== DATASET CONTENT

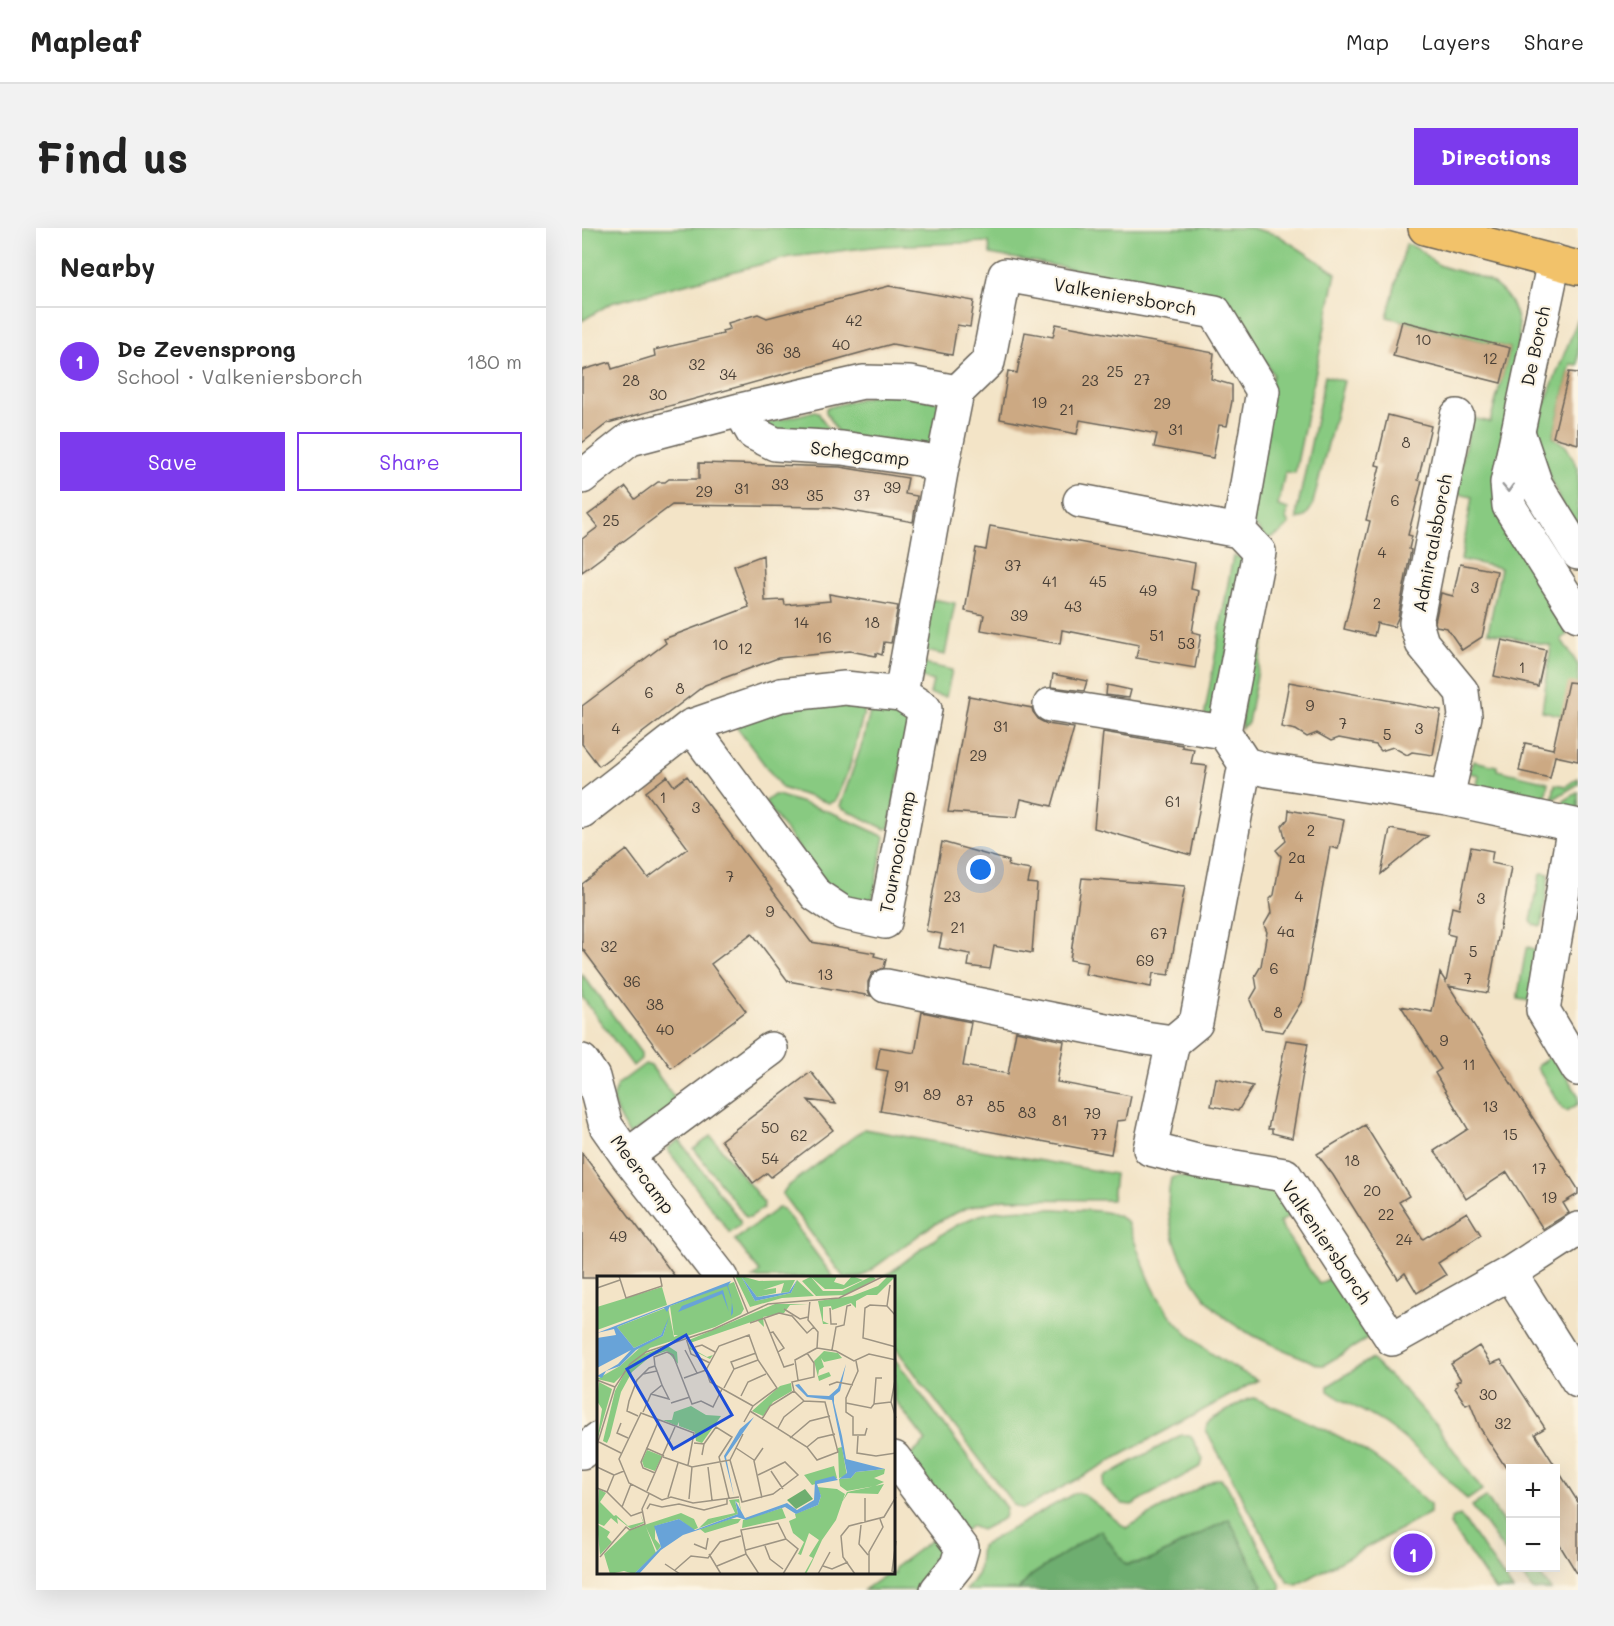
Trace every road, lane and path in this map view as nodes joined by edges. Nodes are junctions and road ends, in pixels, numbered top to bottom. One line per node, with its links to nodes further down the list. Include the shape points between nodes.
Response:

====
== DATASET CONTENT

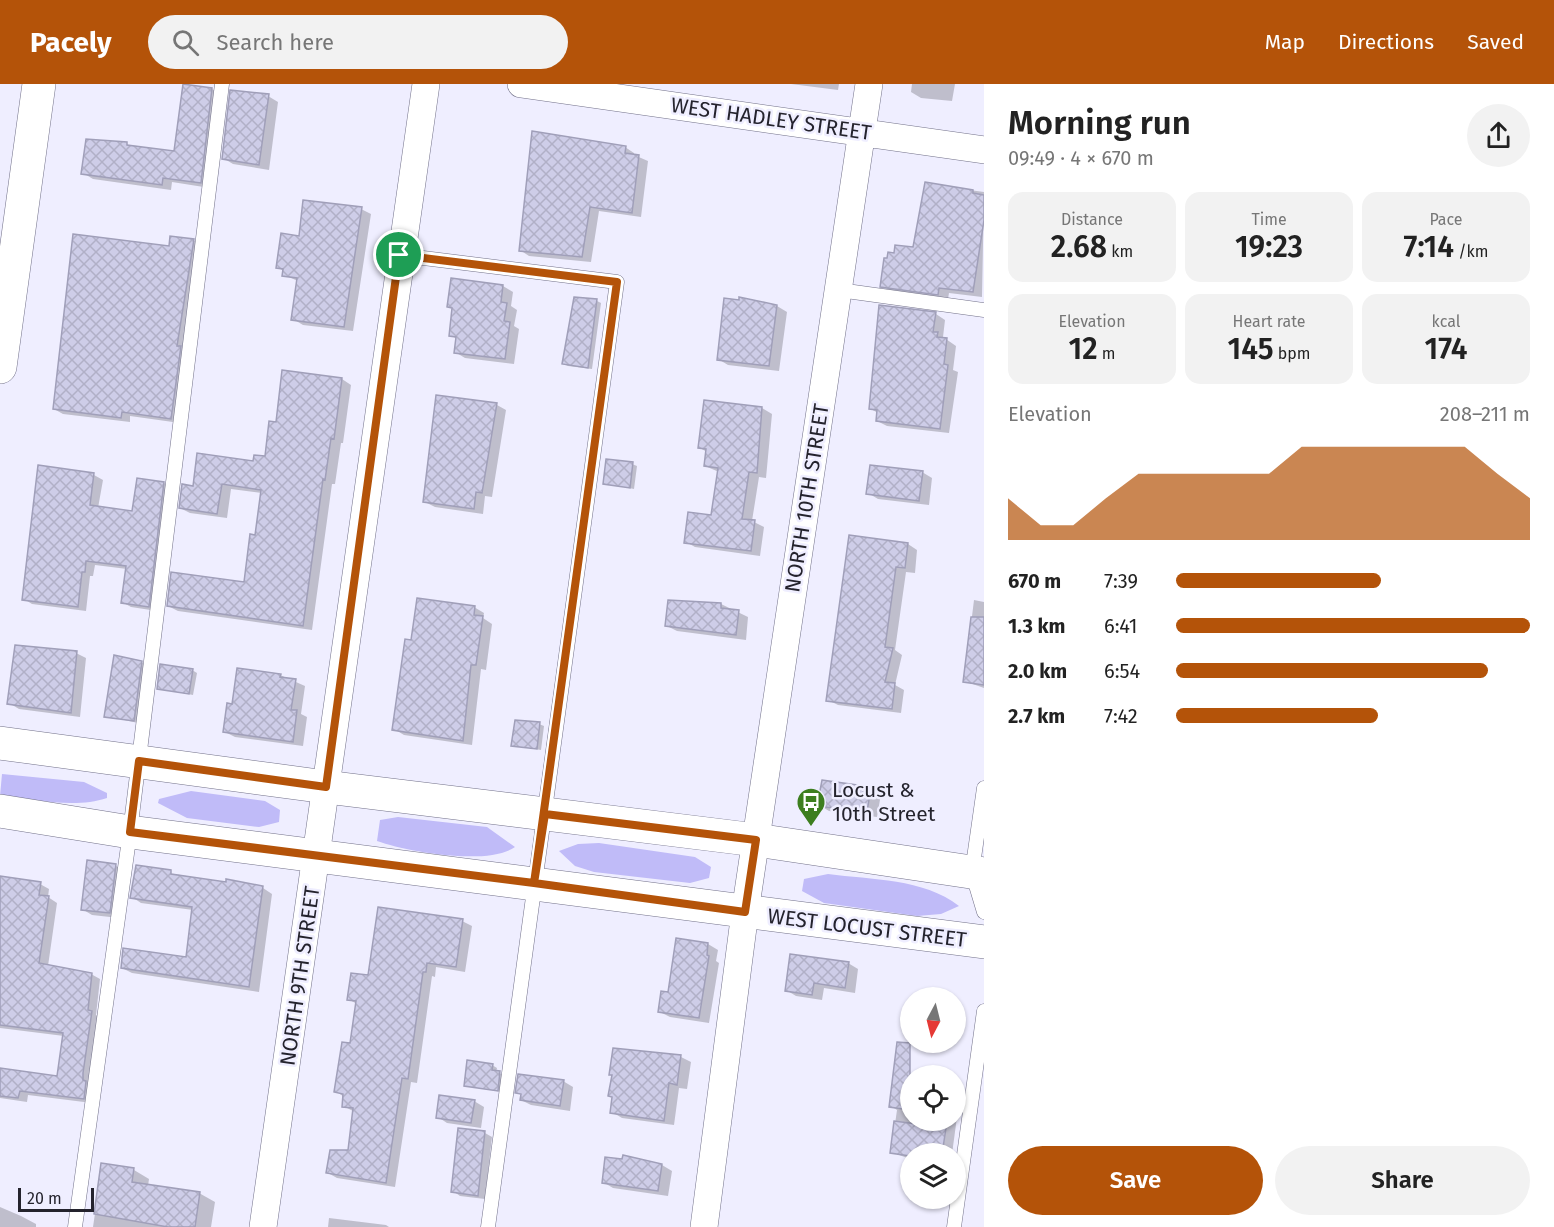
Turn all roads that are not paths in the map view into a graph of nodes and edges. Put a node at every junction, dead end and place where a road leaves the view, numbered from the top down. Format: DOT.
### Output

====
== DATASET CONTENT

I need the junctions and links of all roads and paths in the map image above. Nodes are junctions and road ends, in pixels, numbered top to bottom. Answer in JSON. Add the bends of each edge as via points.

====

WHAT YOU SHOULD DO> Which lines in the records above hold the string "links"? Copy each of them.

TASK RESPONSE>
Trace every road, lane and path in this map view as nodes joined by edges. Nodes are junctions and road ends, in pixels, numbered top to bottom. One line per node, with its links to nodes further down the list. Include the shape points between nodes.
I need the junctions and links of all roads and paths in the map image above. Nodes are junctions and road ends, in pixels, numbered top to bottom. Answer in JSON. Add the bends of each edge as via points.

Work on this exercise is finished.